From: "Christian König" <christian.koenig@amd.com>
To: Daniel Vetter <daniel.vetter@ffwll.ch>,
DRI Development <dri-devel@lists.freedesktop.org>
Cc: "Rob Clark" <robdclark@chromium.org>,
"Daniel Stone" <daniels@collabora.com>,
"Daniel Vetter" <daniel.vetter@intel.com>,
"Intel Graphics Development" <intel-gfx@lists.freedesktop.org>,
"Kevin Wang" <kevin1.wang@amd.com>,
linaro-mm-sig@lists.linaro.org,
"Luben Tuikov" <luben.tuikov@amd.com>,
"Kristian H . Kristensen" <hoegsberg@google.com>,
"Chen Li" <chenli@uniontech.com>,
"Alex Deucher" <alexander.deucher@amd.com>,
mesa-dev@lists.freedesktop.org,
"Michel Dänzer" <michel@daenzer.net>,
"Dennis Li" <Dennis.Li@amd.com>,
"Deepak R Varma" <mh12gx2825@gmail.com>
Subject: Re: [PATCH 01/11] drm/amdgpu: Comply with implicit fencing rules
Date: Fri, 21 May 2021 13:22:33 +0200 [thread overview]
Message-ID: <70ca7b86-c5ac-79ad-89dd-03108e9936ed@amd.com> (raw)
In-Reply-To: <20210521090959.1663703-1-daniel.vetter@ffwll.ch>
Am 21.05.21 um 11:09 schrieb Daniel Vetter:
> Docs for struct dma_resv are fairly clear:
>
> "A reservation object can have attached one exclusive fence (normally
> associated with write operations) or N shared fences (read
> operations)."
>
> https://nam11.safelinks.protection.outlook.com/?url=https%3A%2F%2Fdri.freedesktop.org%2Fdocs%2Fdrm%2Fdriver-api%2Fdma-buf.html%23reservation-objects&data=04%7C01%7Cchristian.koenig%40amd.com%7C2cdb7d8e82de40fd452e08d91c383a13%7C3dd8961fe4884e608e11a82d994e183d%7C0%7C0%7C637571850083203679%7CUnknown%7CTWFpbGZsb3d8eyJWIjoiMC4wLjAwMDAiLCJQIjoiV2luMzIiLCJBTiI6Ik1haWwiLCJXVCI6Mn0%3D%7C1000&sdata=Y5zO4aMKMuQwTCKVk6DrjTIbbRBLrcklrZgNCzNGXGs%3D&reserved=0
>
> Furthermore a review across all of upstream.
>
> First of render drivers and how they set implicit fences:
>
> - nouveau follows this contract, see in validate_fini_no_ticket()
>
> nouveau_bo_fence(nvbo, fence, !!b->write_domains);
>
> and that last boolean controls whether the exclusive or shared fence
> slot is used.
>
> - radeon follows this contract by setting
>
> p->relocs[i].tv.num_shared = !r->write_domain;
>
> in radeon_cs_parser_relocs(), which ensures that the call to
> ttm_eu_fence_buffer_objects() in radeon_cs_parser_fini() will do the
> right thing.
>
> - vmwgfx seems to follow this contract with the shotgun approach of
> always setting ttm_val_buf->num_shared = 0, which means
> ttm_eu_fence_buffer_objects() will only use the exclusive slot.
>
> - etnaviv follows this contract, as can be trivially seen by looking
> at submit_attach_object_fences()
>
> - i915 is a bit a convoluted maze with multiple paths leading to
> i915_vma_move_to_active().

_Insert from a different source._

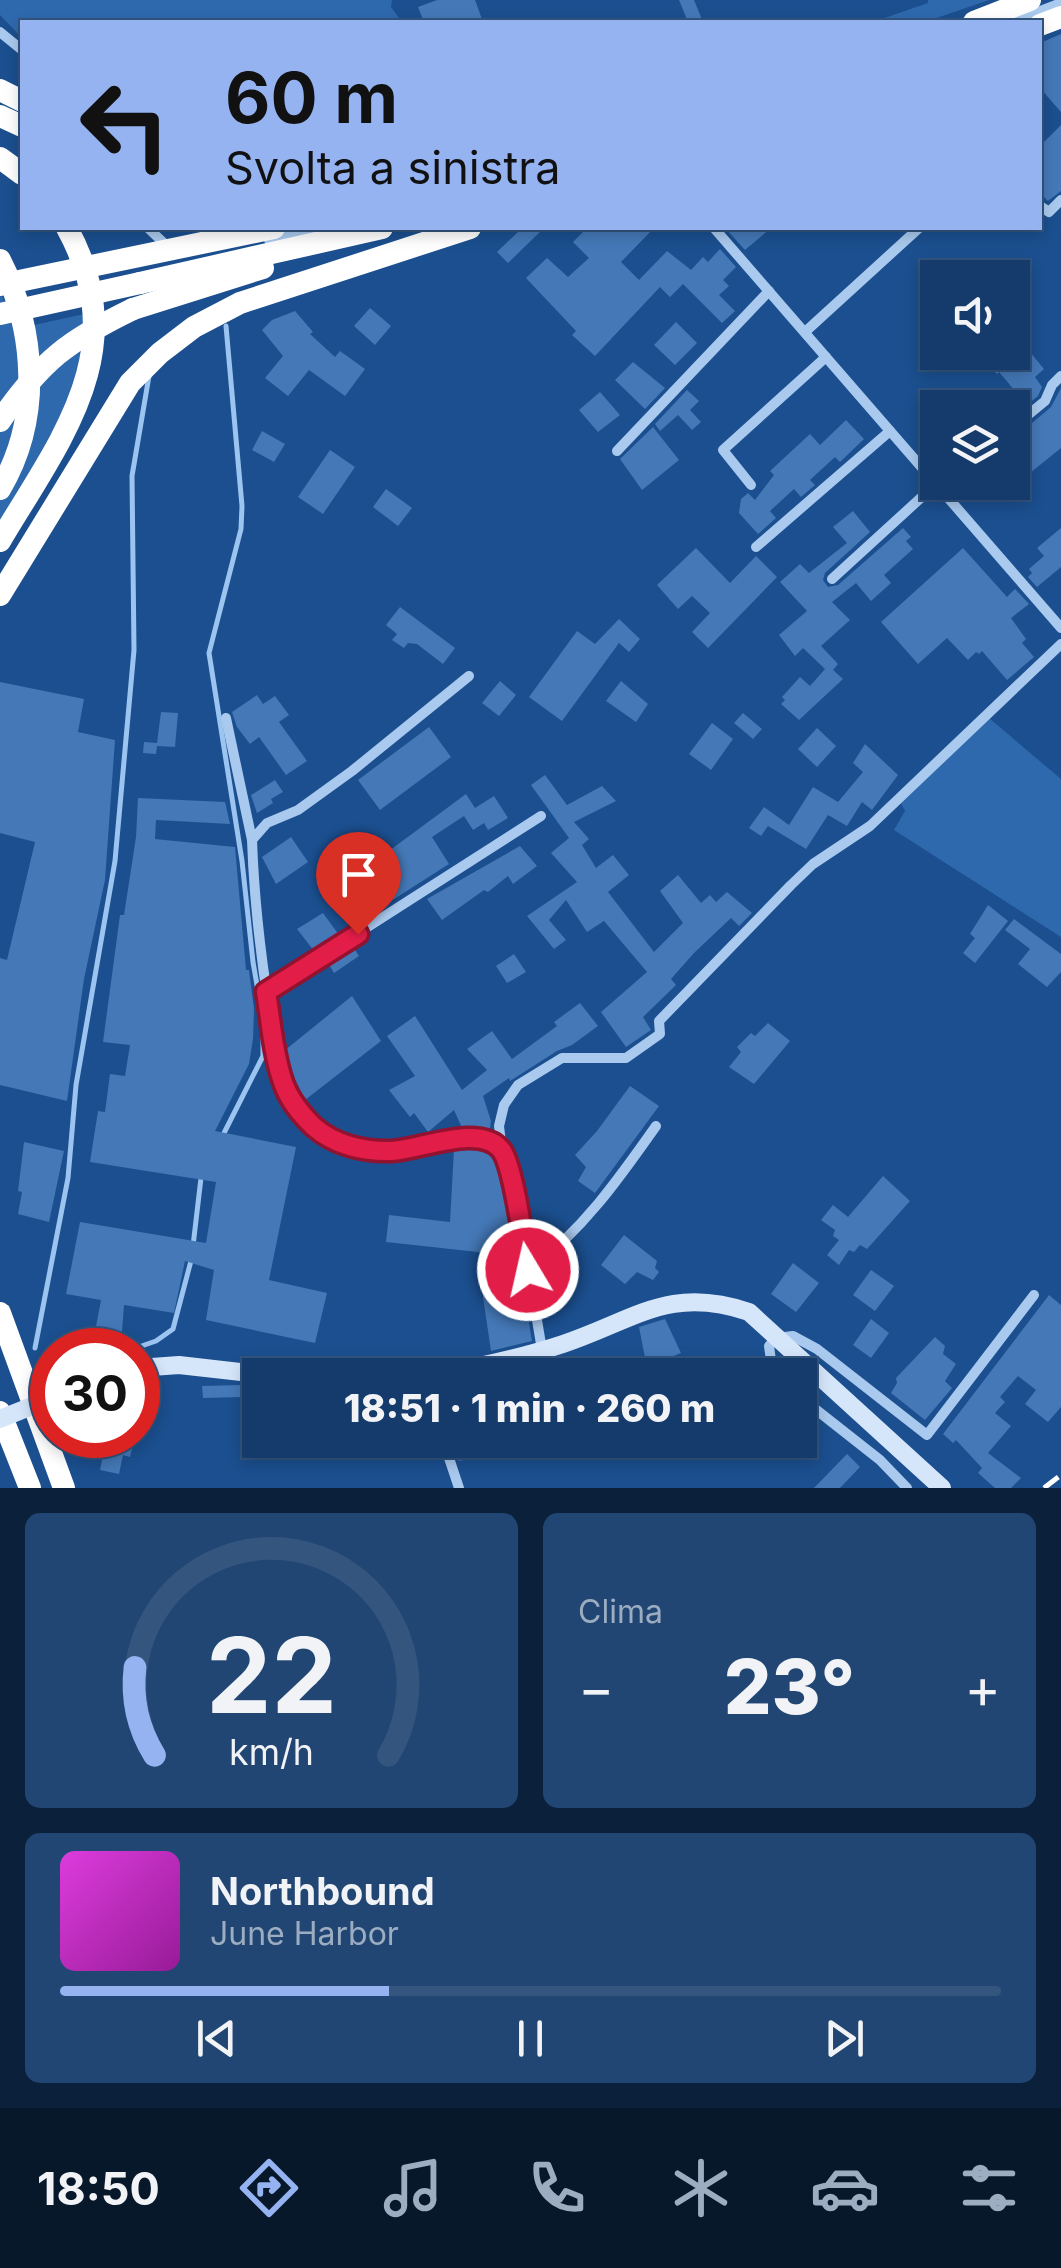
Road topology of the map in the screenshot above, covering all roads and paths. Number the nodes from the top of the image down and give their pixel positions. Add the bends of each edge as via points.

Which sets the exclusive flag if
> EXEC_OBJECT_WRITE is set. This can either come as a buffer flag for
> softpin mode, or through the write_domain when using relocations. It
> follows this contract.
>
> - lima follows this contract, see lima_gem_submit() which sets the
> exclusive fence when the LIMA_SUBMIT_BO_WRITE flag is set for that
> bo
>
> - msm follows this contract, see msm_gpu_submit() which sets the
> exclusive flag when the MSM_SUBMIT_BO_WRITE is set for that buffer
>
> - panfrost follows this contract with the shotgun approach of just
> always setting the exclusive fence, see
> panfrost_attach_object_fences(). Benefits of a single engine I guess
>
> - v3d follows this contract with the same shotgun approach in
> v3d_attach_fences_and_unlock_reservation(), but it has at least an
> XXX comment that maybe this should be improved
>
> - v4c uses the same shotgun approach of always setting an exclusive
> fence, see vc4_update_bo_seqnos()
>
> - vgem also follows this contract, see vgem_fence_attach_ioctl() and
> the VGEM_FENCE_WRITE. This is used in some igts to validate prime
> sharing with i915.ko without the need of a 2nd gpu
>
> - vritio follows this contract again with the shotgun approach of
> always setting an exclusive fence, see virtio_gpu_array_add_fence()
>
> This covers the setting of the exclusive fences when writing.
>
> Synchronizing against the exclusive fence is a lot more tricky, and I
> only spot checked a few:
>
> - i915 does it, with the optional EXEC_OBJECT_ASYNC to skip all
> implicit dependencies (which is used by vulkan)
>
> - etnaviv does this. Implicit dependencies are collected in
> submit_fence_sync(), again with an opt-out flag
> ETNA_SUBMIT_NO_IMPLICIT. These are then picked up in
> etnaviv_sched_dependency which is the
> drm_sched_backend_ops->dependency callback.
>
> - v4c seems to not do much here, maybe gets away with it by not having
> a scheduler and only a single engine. Since all newer broadcom chips than
> the OG vc4 use v3d for rendering, which follows this contract, the
> impact of this issue is fairly small.
>
> - v3d does this using the drm_gem_fence_array_add_implicit() helper,
> which then it's drm_sched_backend_ops->dependency callback
> v3d_job_dependency() picks up.
>
> - panfrost is nice here and tracks the implicit fences in
> panfrost_job->implicit_fences, which again the
> drm_sched_backend_ops->dependency callback panfrost_job_dependency()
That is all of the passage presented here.